▸ What you will do
Transcribe every entry word for word. Skip the pictures.

Saved entries:

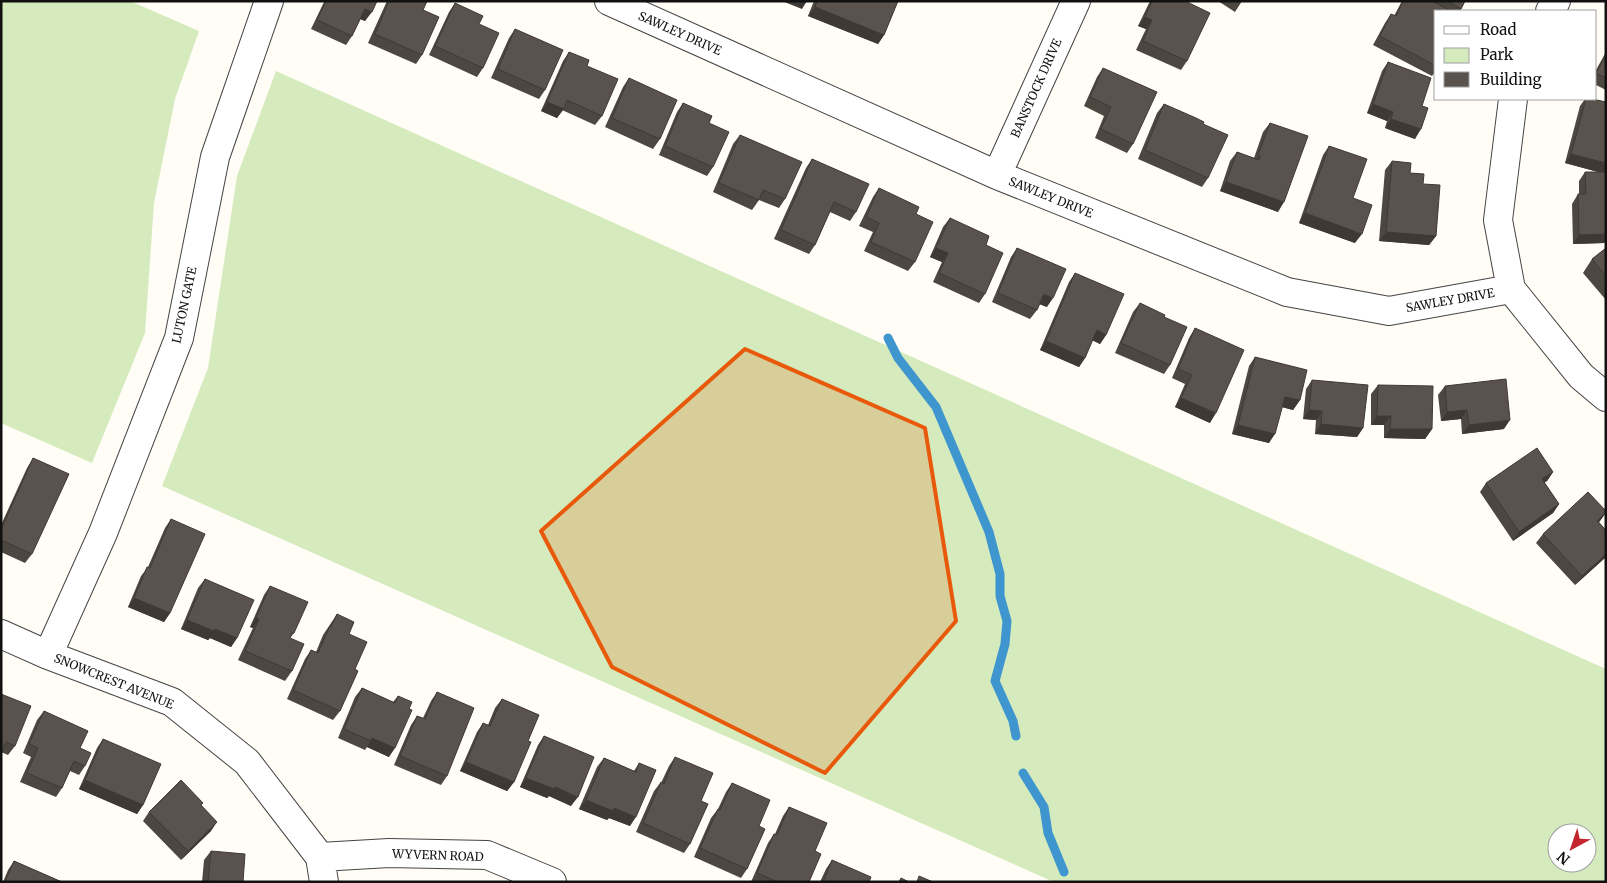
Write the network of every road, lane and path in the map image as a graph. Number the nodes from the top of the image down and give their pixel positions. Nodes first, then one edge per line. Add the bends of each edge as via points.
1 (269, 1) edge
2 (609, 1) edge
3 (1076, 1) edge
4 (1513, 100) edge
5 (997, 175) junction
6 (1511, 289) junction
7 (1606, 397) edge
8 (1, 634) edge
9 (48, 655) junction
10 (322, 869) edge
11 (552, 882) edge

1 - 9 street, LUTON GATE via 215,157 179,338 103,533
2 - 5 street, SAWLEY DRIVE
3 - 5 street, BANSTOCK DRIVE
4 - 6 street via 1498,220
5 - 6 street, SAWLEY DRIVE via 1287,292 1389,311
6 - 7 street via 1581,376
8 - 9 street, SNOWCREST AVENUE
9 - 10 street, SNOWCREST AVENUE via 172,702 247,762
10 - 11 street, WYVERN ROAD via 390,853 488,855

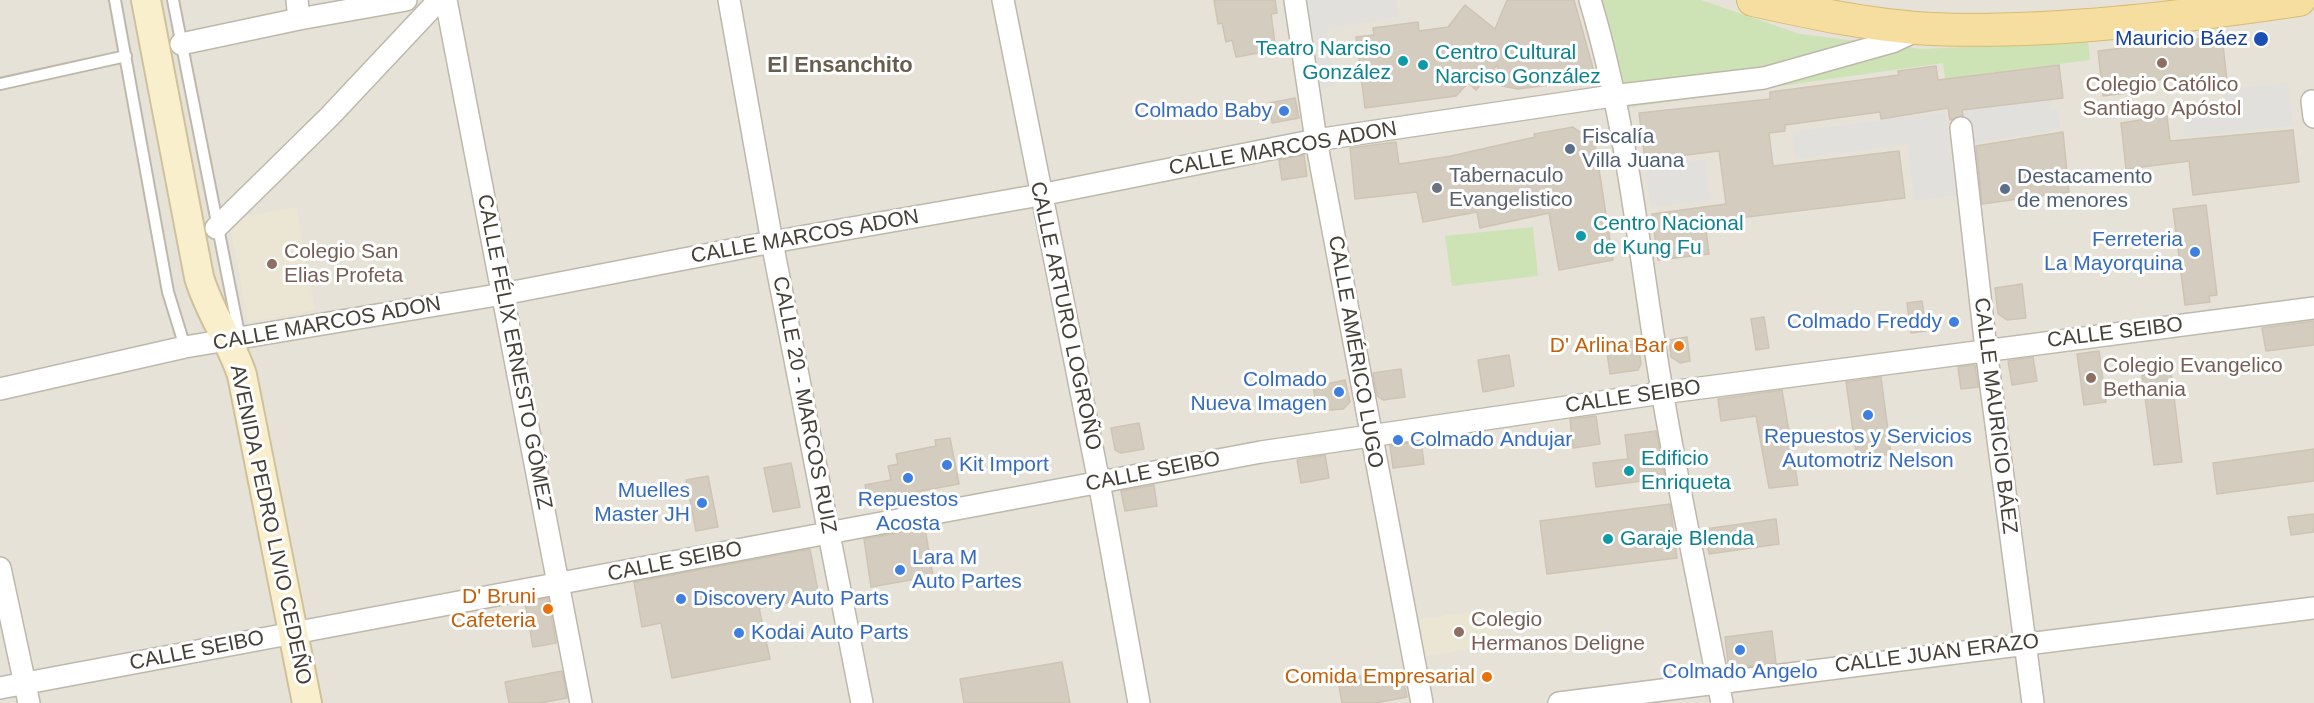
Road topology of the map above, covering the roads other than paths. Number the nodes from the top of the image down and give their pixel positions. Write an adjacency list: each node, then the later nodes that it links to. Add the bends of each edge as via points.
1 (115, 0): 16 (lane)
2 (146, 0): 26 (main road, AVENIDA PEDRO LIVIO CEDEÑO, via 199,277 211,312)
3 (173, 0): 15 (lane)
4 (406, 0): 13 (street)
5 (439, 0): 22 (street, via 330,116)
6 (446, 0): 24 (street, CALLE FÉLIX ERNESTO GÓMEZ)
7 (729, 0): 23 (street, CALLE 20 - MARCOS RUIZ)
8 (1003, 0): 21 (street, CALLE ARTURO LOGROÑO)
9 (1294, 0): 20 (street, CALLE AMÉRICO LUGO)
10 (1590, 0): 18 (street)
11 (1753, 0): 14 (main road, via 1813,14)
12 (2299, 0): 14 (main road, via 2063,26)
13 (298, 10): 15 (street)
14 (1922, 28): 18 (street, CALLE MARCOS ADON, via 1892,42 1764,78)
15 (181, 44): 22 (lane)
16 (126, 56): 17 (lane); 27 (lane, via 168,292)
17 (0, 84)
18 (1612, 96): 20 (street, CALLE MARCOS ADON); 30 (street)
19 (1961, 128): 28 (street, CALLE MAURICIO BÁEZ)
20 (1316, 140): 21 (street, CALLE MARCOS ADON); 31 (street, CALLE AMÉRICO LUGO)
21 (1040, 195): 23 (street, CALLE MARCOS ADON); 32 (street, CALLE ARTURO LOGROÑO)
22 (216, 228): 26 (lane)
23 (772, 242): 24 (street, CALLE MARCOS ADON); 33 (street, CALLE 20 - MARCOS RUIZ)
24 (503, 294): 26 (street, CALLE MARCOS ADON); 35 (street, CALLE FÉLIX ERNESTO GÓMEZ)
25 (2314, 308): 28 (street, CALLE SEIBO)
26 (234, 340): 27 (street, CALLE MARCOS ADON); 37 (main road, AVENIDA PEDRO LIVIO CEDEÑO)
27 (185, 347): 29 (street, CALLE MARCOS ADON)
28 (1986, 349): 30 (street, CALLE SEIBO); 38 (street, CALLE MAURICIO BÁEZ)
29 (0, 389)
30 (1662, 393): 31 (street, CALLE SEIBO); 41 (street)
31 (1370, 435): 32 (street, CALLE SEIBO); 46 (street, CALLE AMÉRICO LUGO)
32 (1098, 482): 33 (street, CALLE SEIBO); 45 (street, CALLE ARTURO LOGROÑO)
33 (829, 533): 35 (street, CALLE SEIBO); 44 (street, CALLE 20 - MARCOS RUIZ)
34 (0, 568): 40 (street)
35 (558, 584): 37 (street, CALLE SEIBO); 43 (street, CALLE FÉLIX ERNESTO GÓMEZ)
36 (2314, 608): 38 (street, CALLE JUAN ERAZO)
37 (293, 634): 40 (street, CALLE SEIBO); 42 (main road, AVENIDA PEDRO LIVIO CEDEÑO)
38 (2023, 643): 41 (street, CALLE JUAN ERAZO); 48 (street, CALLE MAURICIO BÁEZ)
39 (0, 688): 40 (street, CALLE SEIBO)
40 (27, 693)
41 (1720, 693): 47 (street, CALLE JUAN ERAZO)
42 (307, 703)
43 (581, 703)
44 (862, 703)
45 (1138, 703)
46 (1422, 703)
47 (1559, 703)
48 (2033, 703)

▸ Solution to this exercise
Write the network of every road, lane and path in the map image as a graph. Number the nodes from the top of the image down and give their pixel positions. Nodes first, then one edge per line. Add the bends of each edge as via points.
1 (269, 1) edge
2 (609, 1) edge
3 (1076, 1) edge
4 (1513, 100) edge
5 (997, 175) junction
6 (1511, 289) junction
7 (1606, 397) edge
8 (1, 634) edge
9 (48, 655) junction
10 (322, 869) edge
11 (552, 882) edge

1 - 9 street, LUTON GATE via 215,157 179,338 103,533
2 - 5 street, SAWLEY DRIVE
3 - 5 street, BANSTOCK DRIVE
4 - 6 street via 1498,220
5 - 6 street, SAWLEY DRIVE via 1287,292 1389,311
6 - 7 street via 1581,376
8 - 9 street, SNOWCREST AVENUE
9 - 10 street, SNOWCREST AVENUE via 172,702 247,762
10 - 11 street, WYVERN ROAD via 390,853 488,855

Road topology of the map above, covering the roads other than paths. Number the nodes from the top of the image down and give their pixel positions. Write an adjacency list: each node, then the later nodes that it links to. Add the bends of each edge as via points.
1 (115, 0): 16 (lane)
2 (146, 0): 26 (main road, AVENIDA PEDRO LIVIO CEDEÑO, via 199,277 211,312)
3 (173, 0): 15 (lane)
4 (406, 0): 13 (street)
5 (439, 0): 22 (street, via 330,116)
6 (446, 0): 24 (street, CALLE FÉLIX ERNESTO GÓMEZ)
7 (729, 0): 23 (street, CALLE 20 - MARCOS RUIZ)
8 (1003, 0): 21 (street, CALLE ARTURO LOGROÑO)
9 (1294, 0): 20 (street, CALLE AMÉRICO LUGO)
10 (1590, 0): 18 (street)
11 (1753, 0): 14 (main road, via 1813,14)
12 (2299, 0): 14 (main road, via 2063,26)
13 (298, 10): 15 (street)
14 (1922, 28): 18 (street, CALLE MARCOS ADON, via 1892,42 1764,78)
15 (181, 44): 22 (lane)
16 (126, 56): 17 (lane); 27 (lane, via 168,292)
17 (0, 84)
18 (1612, 96): 20 (street, CALLE MARCOS ADON); 30 (street)
19 (1961, 128): 28 (street, CALLE MAURICIO BÁEZ)
20 (1316, 140): 21 (street, CALLE MARCOS ADON); 31 (street, CALLE AMÉRICO LUGO)
21 (1040, 195): 23 (street, CALLE MARCOS ADON); 32 (street, CALLE ARTURO LOGROÑO)
22 (216, 228): 26 (lane)
23 (772, 242): 24 (street, CALLE MARCOS ADON); 33 (street, CALLE 20 - MARCOS RUIZ)
24 (503, 294): 26 (street, CALLE MARCOS ADON); 35 (street, CALLE FÉLIX ERNESTO GÓMEZ)
25 (2314, 308): 28 (street, CALLE SEIBO)
26 (234, 340): 27 (street, CALLE MARCOS ADON); 37 (main road, AVENIDA PEDRO LIVIO CEDEÑO)
27 (185, 347): 29 (street, CALLE MARCOS ADON)
28 (1986, 349): 30 (street, CALLE SEIBO); 38 (street, CALLE MAURICIO BÁEZ)
29 (0, 389)
30 (1662, 393): 31 (street, CALLE SEIBO); 41 (street)
31 (1370, 435): 32 (street, CALLE SEIBO); 46 (street, CALLE AMÉRICO LUGO)
32 (1098, 482): 33 (street, CALLE SEIBO); 45 (street, CALLE ARTURO LOGROÑO)
33 (829, 533): 35 (street, CALLE SEIBO); 44 (street, CALLE 20 - MARCOS RUIZ)
34 (0, 568): 40 (street)
35 (558, 584): 37 (street, CALLE SEIBO); 43 (street, CALLE FÉLIX ERNESTO GÓMEZ)
36 (2314, 608): 38 (street, CALLE JUAN ERAZO)
37 (293, 634): 40 (street, CALLE SEIBO); 42 (main road, AVENIDA PEDRO LIVIO CEDEÑO)
38 (2023, 643): 41 (street, CALLE JUAN ERAZO); 48 (street, CALLE MAURICIO BÁEZ)
39 (0, 688): 40 (street, CALLE SEIBO)
40 (27, 693)
41 (1720, 693): 47 (street, CALLE JUAN ERAZO)
42 (307, 703)
43 (581, 703)
44 (862, 703)
45 (1138, 703)
46 (1422, 703)
47 (1559, 703)
48 (2033, 703)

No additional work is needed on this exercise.